The first step in the evaluate phase is to agree the success criteria, which should be based on the wants & needs of users and other stakeholders that were identified within the Explore phase. These criteria are then used to plan and summarise the user testing and expert appraisals.
This page describes the activities within the Evaluate phase of the Inclusive Design Wheel, and explains how they apply to inclusive design of transport services.
On this page
Agree success criteria
It is important to consider the question ‘what does success look like?’, for an inclusive transport service. It may be helpful to use the framework shown opposite to ensure that a wide range of success criteria are considered, covering:
- People criteria: user experience and social impact.
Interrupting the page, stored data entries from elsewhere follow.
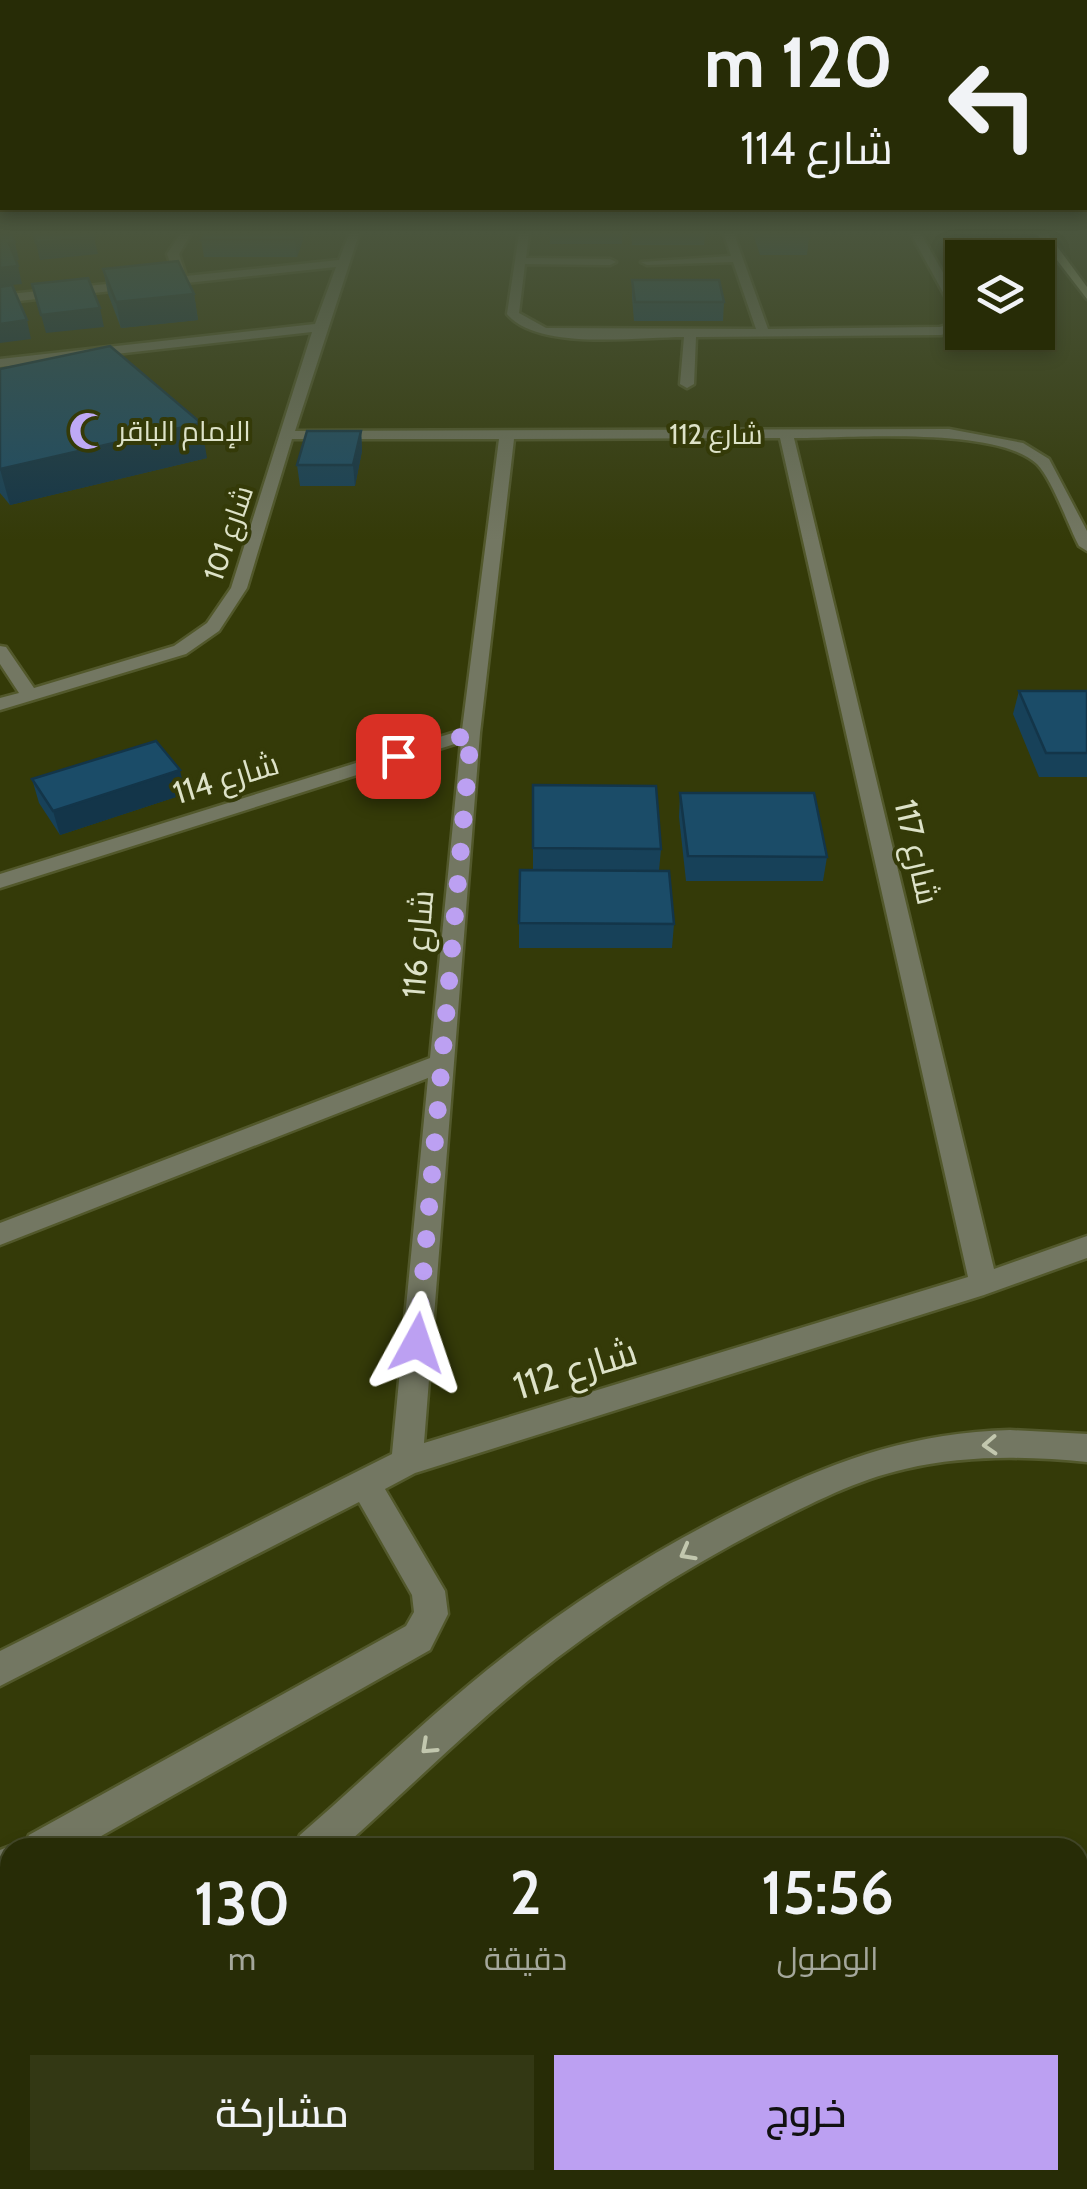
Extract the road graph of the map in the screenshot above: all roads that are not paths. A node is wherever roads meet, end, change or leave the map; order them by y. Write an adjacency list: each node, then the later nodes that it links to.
1 (232, 336): 4 (street)
2 (317, 336): 8 (street, شارع 101)
3 (690, 336): 5 (street)
4 (0, 363)
5 (688, 384)
6 (507, 434): 7 (street, شارع 112); 8 (street, شارع 112); 13 (street, شارع 116)
7 (786, 434): 9 (street, شارع 112); 18 (street, شارع 117)
8 (288, 435): 11 (street, شارع 101)
9 (1087, 546)
10 (1, 653): 11 (street)
11 (30, 696): 12 (street, شارع 101)
12 (0, 704)
13 (471, 734): 14 (street, شارع 114); 15 (street, شارع 116)
14 (0, 880)
15 (440, 1064): 16 (street); 20 (street, شارع 116)
16 (0, 1234)
17 (1087, 1248): 18 (street, شارع 112)
18 (984, 1284): 20 (street, شارع 112)
19 (1087, 1448): 24 (street, one-way to 24)
20 (407, 1462): 21 (street, شارع 112)
21 (365, 1484): 22 (street, شارع 112); 23 (street)
22 (0, 1669)
23 (60, 1838)
24 (323, 1838)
- Profit criteria: costs and revenues, technical risk and commercial business risk.
- Planet criteria: depletion of scarce resources, energy use and waste impacts.
Furthermore, the success criteria should be holistic with respect to the whole life-cycle of the service, which can be described as follows:
- Define strategy
- Design & Trial
- Ramp-up & Promote
- Maintain & Improve
- Ramp-down & Decommission
The success criteria should be specific and measurable, and should represent the wants & needs that were identified in the Explore phase. For example, the proportion of passengers using wheelchairs relates to the need for people with wheelchairs to board the bus independently. This would be an example of a user-experience related criteria that could be measured throughout the life-cycle of a more accessible bus service.
Gather user feedback
User feedback can be obtained at different levels of formality and detail, using methods such as:
- Contextual enquiry
- Focus groups
- User trials
Within the evaluate phase, these methods might be used to gain insights on the proposed design solutions, which may be embodied through storyboards or prototypes. Note that many of the same methods might have been used in the Explore phase to help understand how users behave with existing solutions.
Initial user feedback may be obtained within a co-creation workshop, as part of the co-design process. See the page about co-design for more detail. Whenever users are involved, the page about ethical considerations will be relevant (e.g consent, privacy and GDPR).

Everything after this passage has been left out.